Give the lines below again, exactly as they stand, and leave out the images.

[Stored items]
=== Section Start ===
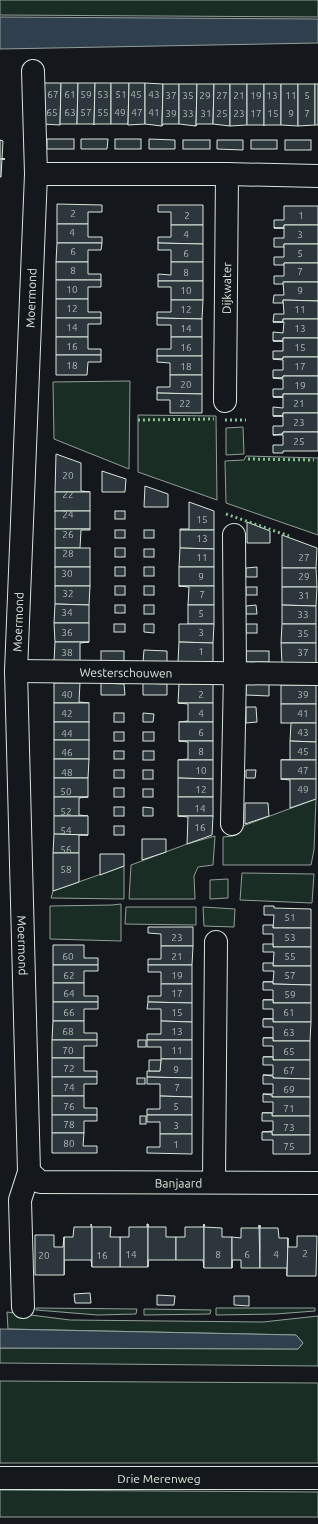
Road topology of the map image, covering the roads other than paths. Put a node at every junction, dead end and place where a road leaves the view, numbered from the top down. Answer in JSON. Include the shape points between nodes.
{"nodes":[{"id":1,"x":33,"y":72,"type":"dead end"},
{"id":2,"x":36,"y":174,"type":"junction"},
{"id":3,"x":227,"y":174,"type":"junction"},
{"id":4,"x":318,"y":176,"type":"edge"},
{"id":5,"x":225,"y":401,"type":"dead end"},
{"id":6,"x":234,"y":535,"type":"dead end"},
{"id":7,"x":16,"y":671,"type":"junction"},
{"id":8,"x":235,"y":673,"type":"junction"},
{"id":9,"x":318,"y":674,"type":"edge"},
{"id":10,"x":232,"y":824,"type":"dead end"},
{"id":11,"x":216,"y":942,"type":"dead end"},
{"id":12,"x":34,"y":1177,"type":"junction"},
{"id":13,"x":214,"y":1181,"type":"junction"},
{"id":14,"x":318,"y":1183,"type":"edge"},
{"id":15,"x":23,"y":1307,"type":"dead end"},
{"id":16,"x":0,"y":1478,"type":"edge"},
{"id":17,"x":318,"y":1478,"type":"edge"}],
"edges":[{"from":1,"to":2,"type":"main road","name":"Moermond"},
{"from":2,"to":3,"type":"main road"},
{"from":2,"to":7,"type":"main road","name":"Moermond"},
{"from":3,"to":4,"type":"main road"},
{"from":3,"to":5,"type":"main road","name":"Dijkwater"},
{"from":6,"to":8,"type":"main road"},
{"from":7,"to":8,"type":"main road","name":"Westerschouwen"},
{"from":7,"to":12,"type":"main road","name":"Moermond"},
{"from":8,"to":9,"type":"main road","name":"Westerschouwen"},
{"from":8,"to":10,"type":"main road"},
{"from":11,"to":13,"type":"main road"},
{"from":12,"to":13,"type":"main road","name":"Banjaard"},
{"from":12,"to":15,"type":"main road","name":"Moermond","via":[[20,1200]]},
{"from":13,"to":14,"type":"main road","name":"Banjaard"},
{"from":16,"to":17,"type":"main road","name":"Drie Merenweg"}]}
=== Section End ===
- _The completed task_:
Road topology of the map image, covering the roads other than paths. Put a node at every junction, dead end and place where a road leaves the view, numbered from the top down. Answer in JSON. Include the shape points between nodes.
{"nodes":[{"id":1,"x":33,"y":72,"type":"dead end"},
{"id":2,"x":36,"y":174,"type":"junction"},
{"id":3,"x":227,"y":174,"type":"junction"},
{"id":4,"x":318,"y":176,"type":"edge"},
{"id":5,"x":225,"y":401,"type":"dead end"},
{"id":6,"x":234,"y":535,"type":"dead end"},
{"id":7,"x":16,"y":671,"type":"junction"},
{"id":8,"x":235,"y":673,"type":"junction"},
{"id":9,"x":318,"y":674,"type":"edge"},
{"id":10,"x":232,"y":824,"type":"dead end"},
{"id":11,"x":216,"y":942,"type":"dead end"},
{"id":12,"x":34,"y":1177,"type":"junction"},
{"id":13,"x":214,"y":1181,"type":"junction"},
{"id":14,"x":318,"y":1183,"type":"edge"},
{"id":15,"x":23,"y":1307,"type":"dead end"},
{"id":16,"x":0,"y":1478,"type":"edge"},
{"id":17,"x":318,"y":1478,"type":"edge"}],
"edges":[{"from":1,"to":2,"type":"main road","name":"Moermond"},
{"from":2,"to":3,"type":"main road"},
{"from":2,"to":7,"type":"main road","name":"Moermond"},
{"from":3,"to":4,"type":"main road"},
{"from":3,"to":5,"type":"main road","name":"Dijkwater"},
{"from":6,"to":8,"type":"main road"},
{"from":7,"to":8,"type":"main road","name":"Westerschouwen"},
{"from":7,"to":12,"type":"main road","name":"Moermond"},
{"from":8,"to":9,"type":"main road","name":"Westerschouwen"},
{"from":8,"to":10,"type":"main road"},
{"from":11,"to":13,"type":"main road"},
{"from":12,"to":13,"type":"main road","name":"Banjaard"},
{"from":12,"to":15,"type":"main road","name":"Moermond","via":[[20,1200]]},
{"from":13,"to":14,"type":"main road","name":"Banjaard"},
{"from":16,"to":17,"type":"main road","name":"Drie Merenweg"}]}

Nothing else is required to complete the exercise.